?? rfc1890.txt
字號:
RFC 1890 AV Profile January 1996
For sample-based encodings producing one or more octets per sample,
samples from different channels sampled at the same sampling instant
are packed in consecutive octets. For example, for a two-channel
encoding, the octet sequence is (left channel, first sample), (right
channel, first sample), (left channel, second sample), (right
channel, second sample), .... For multi-octet encodings, octets are
transmitted in network byte order (i.e., most significant octet
first).
The packing of sample-based encodings producing less than one octet
per sample is encoding-specific.
4.3 Guidelines for Frame-Based Audio Encodings
Frame-based encodings encode a fixed-length block of audio into
another block of compressed data, typically also of fixed length.

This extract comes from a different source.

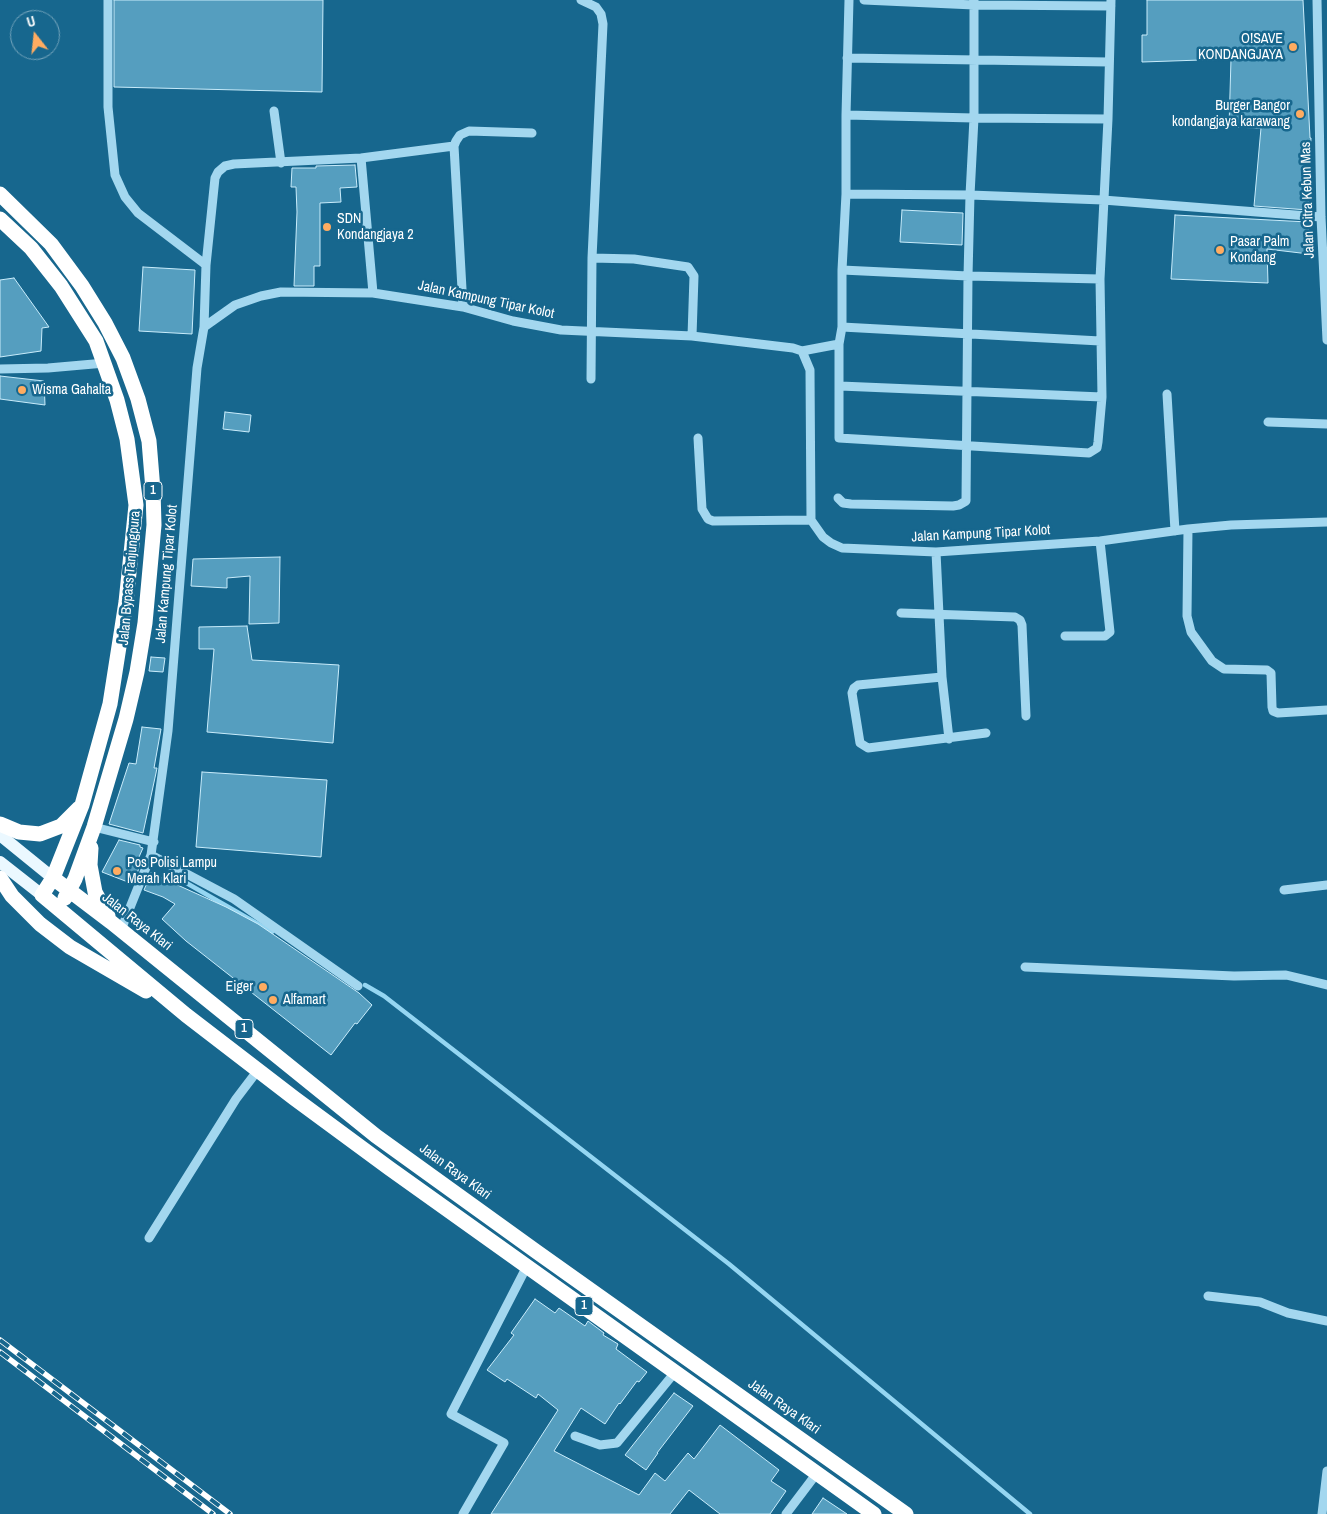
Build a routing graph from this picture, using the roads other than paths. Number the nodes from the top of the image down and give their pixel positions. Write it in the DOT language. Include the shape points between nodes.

For
frame-based encodings, the sender may choose to combine several such
frames into a single message. The receiver can tell the number of
frames contained in a message since the frame duration is defined as
part of the encoding.
For frame-based codecs, the channel order is defined for the whole
block. That is, for two-channel audio, right and left samples are
coded independently, with the encoded frame for the left channel
preceding that for the right channel.
All frame-oriented audio codecs should be able to encode and decode
several consecutive frames within a single packet. Since the frame
size for the frame-oriented codecs is given, there is no need to use
a separate designation for the same encoding, but with different
number of frames per packet.
Schulzrinne Standards Track [Page 7]
RFC 1890 AV Profile January 1996
4.4 Audio Encodings
encoding sample/frame bits/sample ms/frame
____________________________________________________
1016 frame N/A 30
DVI4 sample 4
G721 sample 4
G722 sample 8
G728 frame N/A 2.5
GSM frame N/A 20
L8 sample 8
L16 sample 16
LPC frame N/A 20
MPA frame N/A
PCMA sample 8
PCMU sample 8
VDVI sample var.
Table 1: Properties of Audio Encodings
The characteristics of standard audio encodings are shown in Table 1
and their payload types are listed in Table 2.
4.4.1 1016
Encoding 1016 is a frame based encoding using code-excited linear
prediction (CELP) and is specified in Federal Standard FED-STD 1016
[2,3,4,5].
The U. S. DoD's Federal-Standard-1016 based 4800 bps code excited
linear prediction voice coder version 3.2 (CELP 3.2) Fortran and C
simulation source codes are available for worldwide distribution at
no charge (on DOS diskettes, but configured to compile on Sun SPARC
stations) from: Bob Fenichel, National Communications System,
Washington, D.C. 20305, phone +1-703-692-2124, fax +1-703-746-4960.
4.4.2 DVI4
DVI4 is specified, with pseudo-code, in [6] as the IMA ADPCM wave
type. A specification titled "DVI ADPCM Wave Type" can also be found
in the Microsoft Developer Network Development Library CD ROM
published quarterly by Microsoft. The relevant section is found under
Product Documentation, SDKs, Multimedia Standards Update, New
Multimedia Data Types and Data Techniques, Revision 3.0, April 15,
1994. However, the encoding defined here as DVI4 differs in two
respects from these recommendations:
Schulzrinne Standards Track [Page 8]
RFC 1890 AV Profile January 1996
o The header contains the predicted value rather than the first
sample value.
o IMA ADPCM blocks contain odd number of samples, since the
first sample of a block is contained just in the header
(uncompressed), followed by an even number of compressed
samples. DVI4 has an even number of compressed samples only,
using the 'predict' word from the header to decode the first
sample.
Each packet contains a single DVI block. The profile only defines the
4-bit-per-sample version, while IMA also specifies a 3-bit-per-sample
encoding.
The "header" word for each channel has the following structure:
int16 predict; /* predicted value of first sample
from the previous block (L16 format) */
u_int8 index; /* current index into stepsize table */
u_int8 reserved; /* set to zero by sender, ignored by receiver */
Packing of samples for multiple channels is for further study.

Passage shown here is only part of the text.